Simon Chapple, a former senior researcher with the Department of Labour, challenged the concept of Maori disparity in a paper prepared for the Ministry of Social Policy in 2000. He explained that, as a result of widespread intermarriage, Maori are not a clearly defined ethnically homogenous group. He states, “At the margin Maori imperceptibly shade into non-Maori. For some people their Maori identity is likely to be very central to their lives. Other Maori are unlikely to think it greatly important: other aspects of their social and personal identities – class, occupation or profession, job, education, religion, leisure pursuits, sports clubs or other gang connections, regional location, family, gender, political leanings and so on – may take precedence”.[4]

He explained this “fluidity” of Maori by describing that “One in every four officially measured Maori in 1996 was not Maori in 1991. One in every twenty officially measured Maori in 1991 had exited the group in 1996”. He also outlined how, “One in every ten Maori descended person in 1996 had discovered their Maori ancestry over the last five years and one in every twenty had lost it”.

The reality is that as a result of intermarriage over the last 200 years, all Maori will have some non-Maori ancestors. The fluidity of Maori, which nowadays depends to a large degree on the public policy incentives that are on offer to those who identify as Maori, also makes a mockery of the notion of biculturalism which presupposes separate Maori and non-Maori populations that do not mix. In fact, most Maori children growing up in New Zealand today have a non-Maori parent. From a public policy perspective, the fact that all children with a Maori parent are counted as Maori for statistical purposes – no matter how distant the ancestry – creates a significant over-representation of Maori in official data.
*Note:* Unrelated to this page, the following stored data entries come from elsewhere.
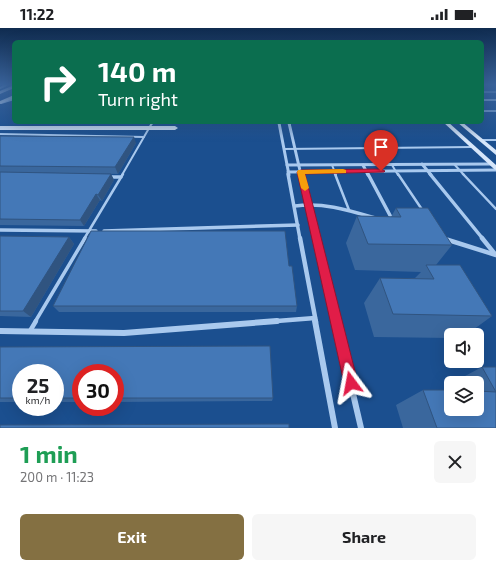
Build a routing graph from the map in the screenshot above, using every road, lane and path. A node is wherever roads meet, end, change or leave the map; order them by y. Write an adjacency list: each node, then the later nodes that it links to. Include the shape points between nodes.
1 (484, 111): 2 (lane)
2 (496, 111)
3 (152, 124): 9 (lane)
4 (279, 124): 16 (street)
5 (289, 124): 17 (street)
6 (447, 124): 15 (main road)
7 (461, 124): 13 (main road)
8 (0, 128): 9 (main road)
9 (149, 128): 10 (main road); 12 (lane)
10 (174, 128)
11 (0, 134): 12 (lane)
12 (144, 137): 35 (lane)
13 (481, 140): 14 (lane); 18 (main road)
14 (496, 140)
15 (473, 147): 17 (lane); 26 (main road)
16 (284, 149): 17 (lane); 22 (street)
17 (295, 149): 23 (street)
18 (496, 153)
19 (392, 164): 20 (street); 25 (street); 31 (lane)
20 (422, 164): 21 (street); 27 (street)
21 (454, 164): 26 (street); 28 (lane)
22 (287, 165): 23 (street); 32 (street)
23 (299, 165): 24 (street); 33 (street)
24 (332, 165): 25 (street); 29 (lane)
25 (363, 165): 30 (street)
26 (495, 167): 28 (street)
27 (427, 170): 28 (street); 31 (street); 47 (street)
28 (459, 170): 38 (lane)
29 (334, 171): 30 (street); 33 (street); 39 (lane)
30 (366, 171): 31 (street); 42 (street, via 394,224)
31 (396, 171): 40 (lane)
32 (288, 172): 33 (street); 37 (street)
33 (301, 172): 36 (street)
34 (106, 177): 35 (street)
35 (121, 177): 45 (lane)
36 (308, 203): 37 (street); 39 (street); 52 (street)
37 (294, 206): 43 (street)
38 (496, 209)
39 (349, 210): 41 (street)
40 (425, 214)
41 (379, 219)
42 (386, 221)
43 (298, 225): 45 (street); 48 (street)
44 (0, 230): 45 (street)
45 (89, 231): 50 (lane)
46 (442, 238): 47 (street)
47 (495, 255)
48 (315, 318): 50 (street, via 124,333); 51 (street)
49 (0, 331): 50 (street)
50 (30, 332)
51 (335, 428)
52 (361, 428)

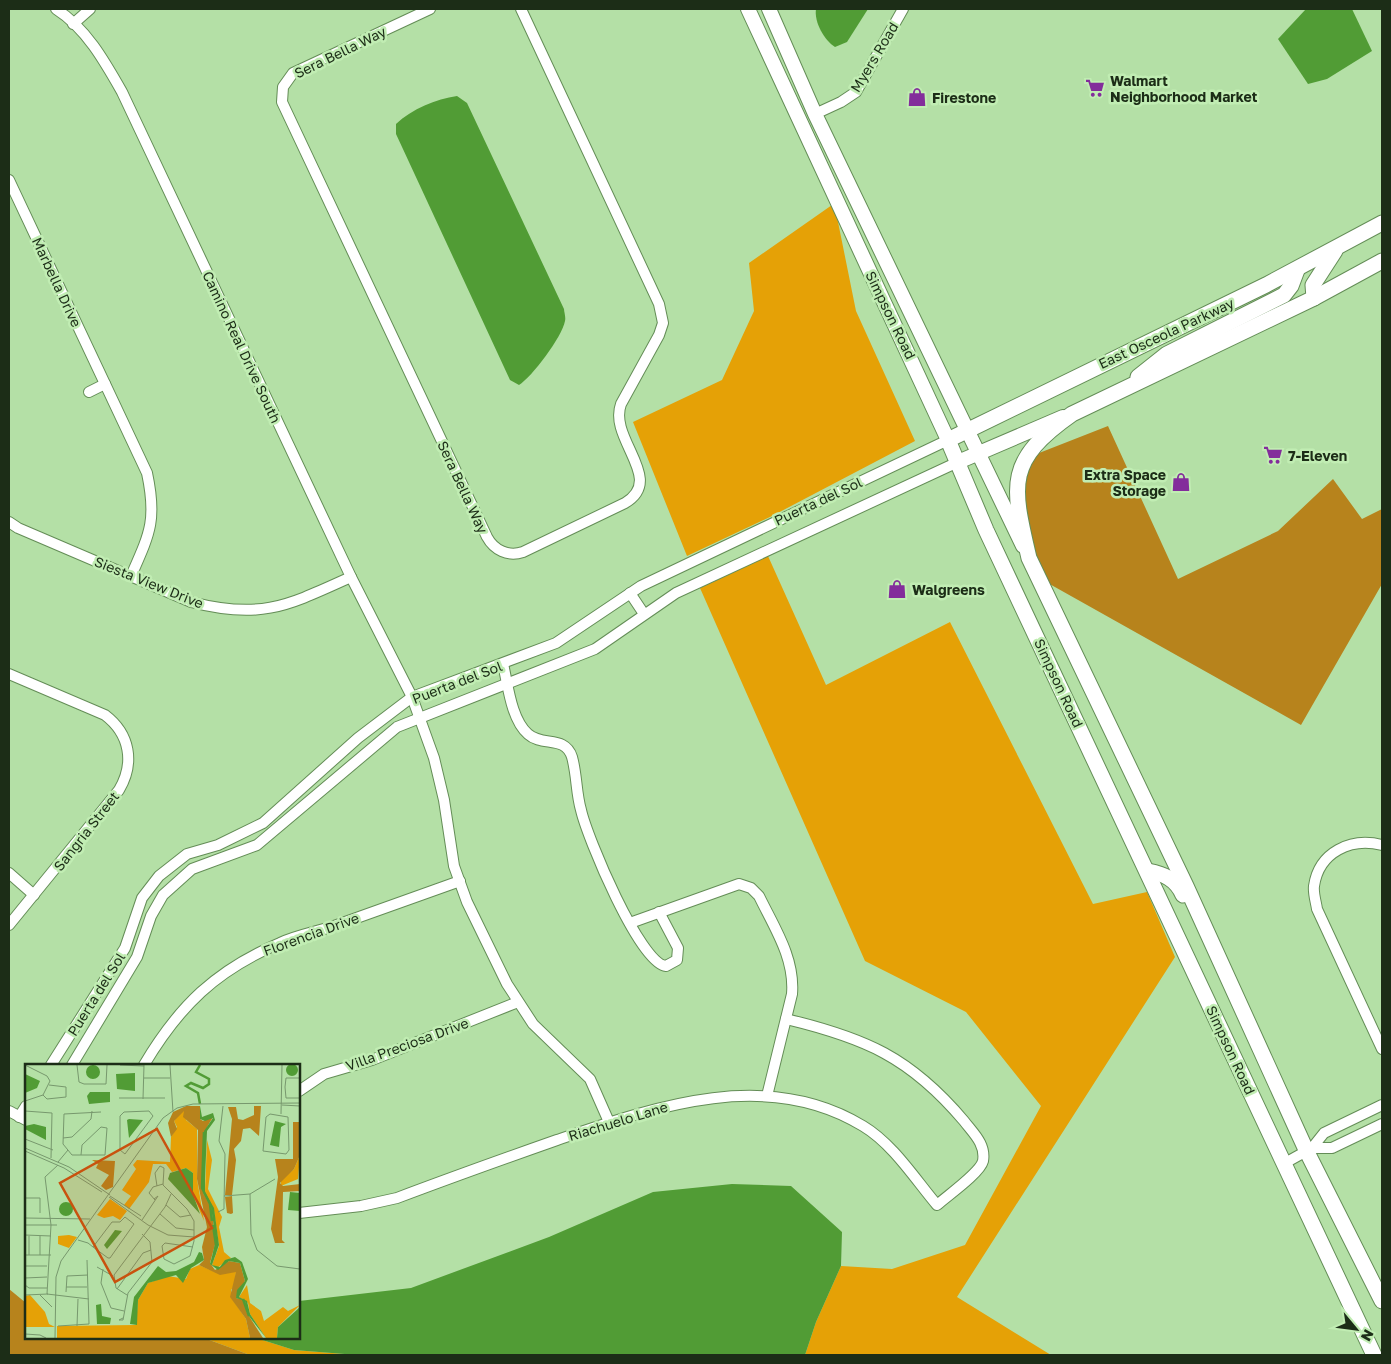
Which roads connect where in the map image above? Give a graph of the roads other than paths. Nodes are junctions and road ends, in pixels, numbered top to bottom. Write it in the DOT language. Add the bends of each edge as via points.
graph roads {
  1 [pos="56,9"];
  2 [pos="90,9"];
  3 [pos="430,9"];
  4 [pos="521,9"];
  5 [pos="748,9"];
  6 [pos="769,9"];
  7 [pos="903,9"];
  8 [pos="74,24"];
  9 [pos="788,94"];
  10 [pos="815,114"];
  11 [pos="815,154"];
  12 [pos="842,169"];
  13 [pos="9,180"];
  14 [pos="1382,224"];
  15 [pos="1337,249"];
  16 [pos="1382,261"];
  17 [pos="1296,270"];
  18 [pos="1314,298"];
  19 [pos="105,384"];
  20 [pos="1124,390"];
  21 [pos="88,392"];
  22 [pos="1072,414"];
  23 [pos="968,430"];
  24 [pos="948,440"];
  25 [pos="979,453"];
  26 [pos="958,462"];
  27 [pos="9,522"];
  28 [pos="1029,558"];
  29 [pos="131,576"];
  30 [pos="351,578"];
  31 [pos="630,593"];
  32 [pos="644,614"];
  33 [pos="503,664"];
  34 [pos="9,674"];
  35 [pos="508,683"];
  36 [pos="412,697"];
  37 [pos="420,717"];
  38 [pos="1382,845"];
  39 [pos="1148,871"];
  40 [pos="9,873"];
  41 [pos="460,881"];
  42 [pos="34,896"];
  43 [pos="659,912"];
  44 [pos="630,923"];
  45 [pos="9,925"];
  46 [pos="1215,954"];
  47 [pos="518,1002"];
  48 [pos="786,1019"];
  49 [pos="1382,1049"];
  50 [pos="52,1064"];
  51 [pos="73,1064"];
  52 [pos="145,1064"];
  53 [pos="300,1090"];
  54 [pos="767,1096"];
  55 [pos="1382,1105"];
  56 [pos="9,1111"];
  57 [pos="23,1118"];
  58 [pos="609,1122"];
  59 [pos="1382,1124"];
  60 [pos="1310,1150"];
  61 [pos="1285,1162"];
  62 [pos="300,1213"];
  63 [pos="1382,1301"];
  64 [pos="1374,1355"];
  1 -- 8 [label="street, Camino Real Drive South"];
  2 -- 8 [label="street"];
  3 -- 4 [label="street, Sera Bella Way" via="294,73 283,87 282,102 486,537 496,548 512,554 523,552 625,503 637,492 640,473 619,426 618,415 620,404 663,323 659,304"];
  5 -- 9 [label="main road, Simpson Road"];
  6 -- 10 [label="main road, Simpson Road"];
  7 -- 10 [label="street, Myers Road" via="856,92"];
  8 -- 30 [label="street, Camino Real Drive South" via="103,60 122,92"];
  9 -- 10 [label="main road" via="800,107"];
  9 -- 11 [label="main road, Simpson Road"];
  10 -- 12 [label="main road, Simpson Road"];
  11 -- 12 [label="main road"];
  11 -- 24 [label="main road, Simpson Road"];
  12 -- 23 [label="main road, Simpson Road"];
  13 -- 19 [label="street, Marbella Drive"];
  14 -- 15 [label="main road, East Osceola Parkway"];
  15 -- 17 [label="main road, East Osceola Parkway"];
  15 -- 18 [label="main road" via="1313,285"];
  16 -- 18 [label="main road"];
  17 -- 20 [label="main road" via="1284,295 1166,354"];
  17 -- 23 [label="main road, East Osceola Parkway"];
  18 -- 20 [label="main road"];
  19 -- 21 [label="street"];
  19 -- 29 [label="street, Marbella Drive" via="146,473 153,501 152,522"];
  20 -- 22 [label="main road"];
  22 -- 25 [label="main road"];
  22 -- 28 [label="main road" via="1031,447 1021,466 1017,507"];
  23 -- 24 [label="main road, East Osceola Parkway"];
  23 -- 25 [label="main road, Simpson Road"];
  24 -- 26 [label="main road, Simpson Road"];
  24 -- 31 [label="street, Puerta del Sol" via="707,553"];
  25 -- 26 [label="main road"];
  25 -- 28 [label="main road, Simpson Road"];
  26 -- 32 [label="street, Puerta del Sol" via="676,593"];
  26 -- 39 [label="main road, Simpson Road" via="986,530"];
  27 -- 29 [label="street, Siesta View Drive"];
  28 -- 46 [label="main road, Simpson Road" via="1186,886"];
  29 -- 30 [label="street, Siesta View Drive" via="191,602 220,610 254,611 290,604"];
  30 -- 36 [label="street, Camino Real Drive South"];
  31 -- 32 [label="street"];
  31 -- 33 [label="street, Puerta del Sol" via="556,643"];
  32 -- 35 [label="street, Puerta del Sol" via="595,649"];
  33 -- 35 [label="street"];
  33 -- 36 [label="street, Puerta del Sol"];
  34 -- 42 [label="street, Sangria Street" via="105,715 121,731 128,753 126,777 119,790"];
  35 -- 37 [label="street, Puerta del Sol"];
  35 -- 44 [label="street" via="514,710 523,729 530,736 568,748 591,844"];
  36 -- 37 [label="street, Camino Real Drive South"];
  36 -- 50 [label="street, Puerta del Sol" via="358,738 263,823 218,845 187,854 160,876 142,898 125,948"];
  37 -- 41 [label="street, Camino Real Drive South" via="440,783 454,866"];
  37 -- 51 [label="street, Puerta del Sol" via="397,727 257,845 192,869 163,895 151,916 137,957"];
  38 -- 49 [label="street" via="1368,841 1348,845 1330,855 1318,871 1314,888 1317,909"];
  39 -- 46 [label="main road" via="1164,874 1180,888 1199,931"];
  39 -- 61 [label="main road, Simpson Road"];
  40 -- 42 [label="street"];
  41 -- 47 [label="street, Camino Real Drive South"];
  41 -- 52 [label="street, Florencia Drive" via="281,942 242,960 185,1006"];
  42 -- 45 [label="street, Sangria Street"];
  43 -- 44 [label="street"];
  43 -- 44 [label="street" via="678,948 677,960 666,966 654,960"];
  43 -- 48 [label="street" via="739,884 751,888 759,896 790,962 794,977"];
  46 -- 60 [label="main road, Simpson Road"];
  47 -- 53 [label="street, Villa Preciosa Drive" via="372,1060 324,1074"];
  47 -- 58 [label="street, Camino Real Drive South" via="533,1024 590,1079"];
  48 -- 54 [label="street"];
  48 -- 54 [label="street, Riachuelo Lane" via="833,1031 870,1046 926,1080 980,1141 984,1151 982,1163 937,1206 886,1146 864,1126 795,1099"];
  54 -- 58 [label="street, Riachuelo Lane" via="686,1102"];
  55 -- 60 [label="street" via="1324,1133"];
  56 -- 57 [label="street"];
  58 -- 62 [label="street, Riachuelo Lane" via="397,1198"];
  59 -- 60 [label="street" via="1332,1148"];
  60 -- 61 [label="street"];
  60 -- 63 [label="main road, Simpson Road"];
  61 -- 64 [label="main road, Simpson Road"];
}
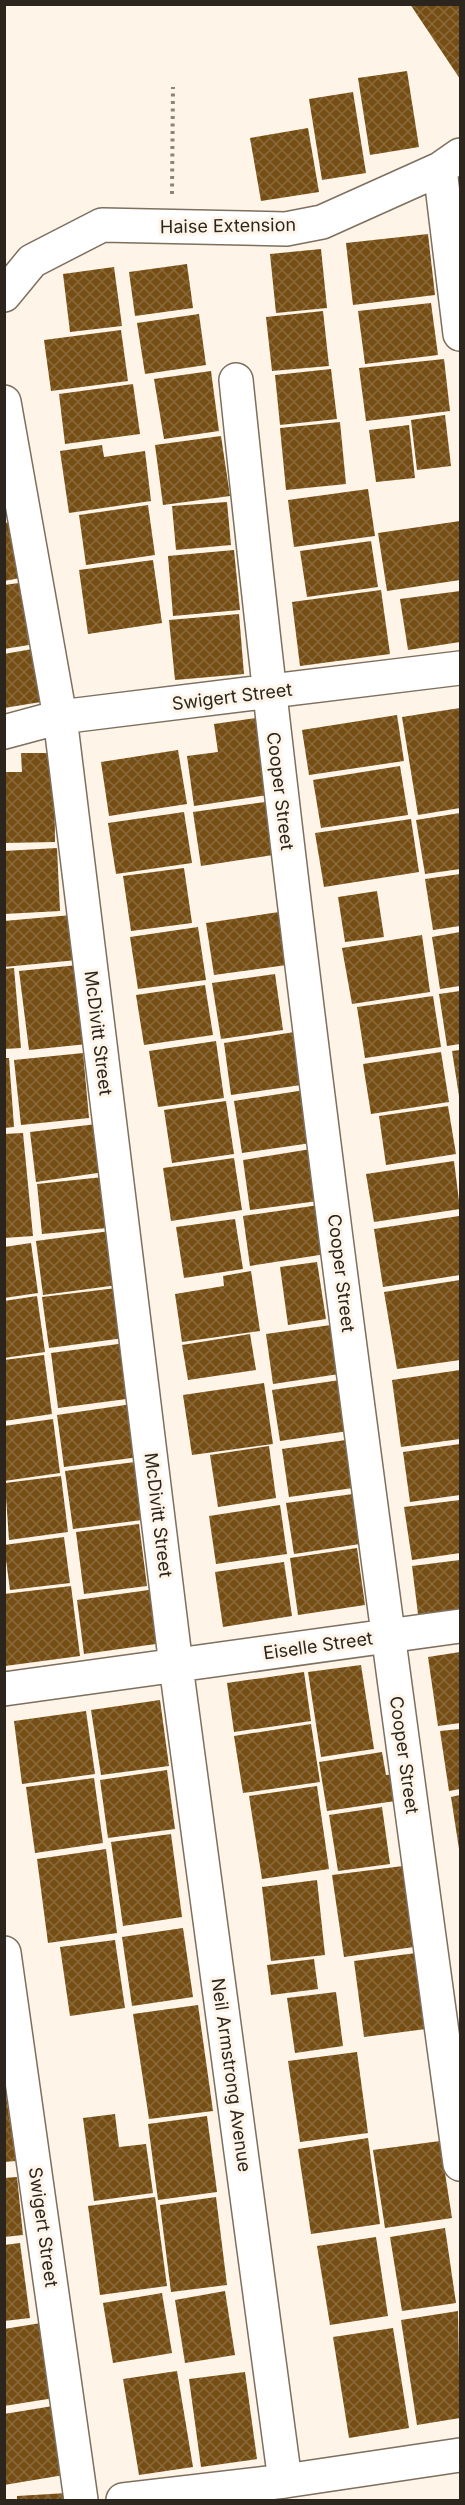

For instance in the 2006 Census, while 298,395 people indicated their ethnicity as “Maori only”(sole Maori), a further 266,931 people identified with Maori and other ethnic groups (mixed Maori). This means that while sole Maori made up only 7.4 percent of the population, when mixed Maori are added, the proportion rises to 14 percent. And when the 78,648 people who indicated they had Maori decent but did not identify with Maori ethnicity are also added, the number of Maori rises to 15.9 percent. If Statistics New Zealand’s classification practice categorised mixed Maori according to their other ethnicity, instead of their Maori ethnicity, the number of reported “Maori” in New Zealand today would virtually halve.

The categorising of mixed Maori as Maori and combining them with sole Maori for the purposes of claiming socio-economic disparity between Maori and non-Maori creates another problem. The differences between Maori and non-Maori, is effectively dwarfed by the differences between mixed Maori and sole Maori. The reason is that the mixed Maori group is younger, is more likely to be better educated with greater job flexibility, and is more likely to be geographically mobile, prepared to move to areas where jobs are available. In other words, this mixed Maori group shares greater similarities with non-Maori, than sole Maori. This makes their combination for policy and funding purposes illogical.

In a world where increasing intermarriage is rapidly blurring the homogeneity of racial groups, Statistics New Zealand’s classification protocol has resulted in Maori not only being significantly over-represented in official data, but by embedding such huge disparity between the various groups of Maori into the statistics, policy responses become almost meaningless.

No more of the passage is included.